"People think it means you're expert in everything, but we don't sell it that way," says Hord Tipton, executive director of (ISC)2, which manages the Certified Information Systems Security Professional certification.
A recent report from the Center for Strategic and International Studies warns that cybersecurity certifications create "a false sense of security" and are used too often to demonstrate "expertise in documenting compliance" rather than real skills.
Some certification programs overemphasize how to do well on multiple-choice tests. "Some people are really good at taking an exam, but that's only one piece of it," says Vernon Ross, director of talent and organizational capability for IT with Lockheed Martin.
The CSIS report argues that mandated certification and licensing requirements aren't enough and recommends another approach: creation of an independent board of cybersecurity examiners akin to the National Board of Medical examiners.

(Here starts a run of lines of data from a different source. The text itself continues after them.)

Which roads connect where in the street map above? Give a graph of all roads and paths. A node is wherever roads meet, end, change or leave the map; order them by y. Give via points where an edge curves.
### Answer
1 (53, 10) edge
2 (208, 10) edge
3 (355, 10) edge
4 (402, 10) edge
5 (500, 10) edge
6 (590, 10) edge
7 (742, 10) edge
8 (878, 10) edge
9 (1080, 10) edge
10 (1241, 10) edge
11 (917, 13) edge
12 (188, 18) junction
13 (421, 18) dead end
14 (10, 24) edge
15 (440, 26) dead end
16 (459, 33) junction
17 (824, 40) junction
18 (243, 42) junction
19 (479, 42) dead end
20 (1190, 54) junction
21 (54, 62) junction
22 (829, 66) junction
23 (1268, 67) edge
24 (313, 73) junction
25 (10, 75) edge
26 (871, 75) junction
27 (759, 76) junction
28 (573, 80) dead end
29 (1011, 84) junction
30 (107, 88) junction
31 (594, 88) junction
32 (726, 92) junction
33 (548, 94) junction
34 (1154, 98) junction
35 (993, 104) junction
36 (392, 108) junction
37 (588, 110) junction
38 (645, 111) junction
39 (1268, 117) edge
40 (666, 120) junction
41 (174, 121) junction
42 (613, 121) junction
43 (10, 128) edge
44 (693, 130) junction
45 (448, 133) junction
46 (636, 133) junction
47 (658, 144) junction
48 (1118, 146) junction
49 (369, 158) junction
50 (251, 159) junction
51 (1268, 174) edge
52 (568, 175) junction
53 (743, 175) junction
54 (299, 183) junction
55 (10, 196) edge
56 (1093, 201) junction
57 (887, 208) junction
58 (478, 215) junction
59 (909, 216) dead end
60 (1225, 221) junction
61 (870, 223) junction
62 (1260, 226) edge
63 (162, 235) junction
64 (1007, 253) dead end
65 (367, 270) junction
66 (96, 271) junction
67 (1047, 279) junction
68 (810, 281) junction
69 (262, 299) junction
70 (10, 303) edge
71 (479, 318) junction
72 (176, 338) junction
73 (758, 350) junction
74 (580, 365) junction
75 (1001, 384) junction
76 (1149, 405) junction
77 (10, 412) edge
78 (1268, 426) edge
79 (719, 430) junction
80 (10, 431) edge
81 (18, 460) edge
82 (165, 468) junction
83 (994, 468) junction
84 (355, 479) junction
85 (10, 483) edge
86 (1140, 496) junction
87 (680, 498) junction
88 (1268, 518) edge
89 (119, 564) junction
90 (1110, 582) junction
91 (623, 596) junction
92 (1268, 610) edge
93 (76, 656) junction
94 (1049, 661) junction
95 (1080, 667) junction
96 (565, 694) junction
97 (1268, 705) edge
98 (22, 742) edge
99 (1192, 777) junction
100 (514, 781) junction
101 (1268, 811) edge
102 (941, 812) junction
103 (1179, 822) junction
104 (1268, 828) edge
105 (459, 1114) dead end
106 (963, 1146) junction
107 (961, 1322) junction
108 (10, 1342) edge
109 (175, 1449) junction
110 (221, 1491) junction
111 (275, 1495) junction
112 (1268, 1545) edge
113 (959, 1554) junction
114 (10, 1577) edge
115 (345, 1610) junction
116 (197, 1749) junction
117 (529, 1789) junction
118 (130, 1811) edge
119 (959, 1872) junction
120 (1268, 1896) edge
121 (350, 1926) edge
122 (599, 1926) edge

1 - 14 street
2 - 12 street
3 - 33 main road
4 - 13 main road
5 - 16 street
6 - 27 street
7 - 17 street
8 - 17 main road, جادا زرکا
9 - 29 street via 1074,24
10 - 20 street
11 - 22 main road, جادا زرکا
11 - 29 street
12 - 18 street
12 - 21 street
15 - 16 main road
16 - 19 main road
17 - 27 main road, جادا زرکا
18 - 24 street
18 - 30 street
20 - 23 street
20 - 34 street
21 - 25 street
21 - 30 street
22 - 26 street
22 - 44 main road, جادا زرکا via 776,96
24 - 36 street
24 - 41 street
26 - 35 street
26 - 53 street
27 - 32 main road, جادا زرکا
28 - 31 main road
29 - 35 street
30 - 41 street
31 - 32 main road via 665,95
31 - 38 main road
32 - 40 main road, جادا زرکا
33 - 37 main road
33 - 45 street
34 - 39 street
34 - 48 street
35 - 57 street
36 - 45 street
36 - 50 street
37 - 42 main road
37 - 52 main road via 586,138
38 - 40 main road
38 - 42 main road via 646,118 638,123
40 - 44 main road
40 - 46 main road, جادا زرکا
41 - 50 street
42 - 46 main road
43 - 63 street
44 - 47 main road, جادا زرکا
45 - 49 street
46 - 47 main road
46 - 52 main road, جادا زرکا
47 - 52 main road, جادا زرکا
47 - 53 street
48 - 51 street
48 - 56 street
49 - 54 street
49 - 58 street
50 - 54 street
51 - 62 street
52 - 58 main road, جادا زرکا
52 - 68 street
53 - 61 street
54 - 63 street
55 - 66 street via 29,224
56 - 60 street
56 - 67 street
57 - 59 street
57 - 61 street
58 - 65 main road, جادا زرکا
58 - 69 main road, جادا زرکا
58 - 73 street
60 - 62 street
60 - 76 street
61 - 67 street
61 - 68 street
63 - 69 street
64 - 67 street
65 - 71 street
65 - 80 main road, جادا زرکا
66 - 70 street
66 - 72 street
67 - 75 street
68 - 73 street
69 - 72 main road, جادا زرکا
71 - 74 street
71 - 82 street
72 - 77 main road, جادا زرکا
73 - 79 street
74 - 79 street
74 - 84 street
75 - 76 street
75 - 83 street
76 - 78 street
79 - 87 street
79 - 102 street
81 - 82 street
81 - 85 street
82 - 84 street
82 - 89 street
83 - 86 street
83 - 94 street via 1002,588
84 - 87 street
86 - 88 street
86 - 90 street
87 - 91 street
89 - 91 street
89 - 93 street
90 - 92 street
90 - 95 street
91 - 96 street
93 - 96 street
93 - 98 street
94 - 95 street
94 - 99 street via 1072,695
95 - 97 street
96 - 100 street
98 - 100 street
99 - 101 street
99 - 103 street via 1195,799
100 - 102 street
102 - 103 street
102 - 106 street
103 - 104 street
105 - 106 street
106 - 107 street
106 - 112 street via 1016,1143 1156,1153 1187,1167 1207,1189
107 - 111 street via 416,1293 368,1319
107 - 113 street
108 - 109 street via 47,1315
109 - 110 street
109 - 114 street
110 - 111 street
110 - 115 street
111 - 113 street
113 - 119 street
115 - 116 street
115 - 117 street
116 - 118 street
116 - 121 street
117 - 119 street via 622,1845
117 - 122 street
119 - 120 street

Several of the CSIS report authors have created such an organization, the nonprofit National Board of Information Security Examiners, led by Mike Assante, former cybersecurity executive at Idaho National Labs and North American Electric Reliability Corp. However, some observers warn of a potential conflict of interest, given the CSIS tie.
Assante (who isn't one of the report authors) says the newly formed board doesn't aim to compete with existing certifications, but to employ more advanced "performance-based" testing than is used elsewhere. That might include hands-on tests and simulated environments.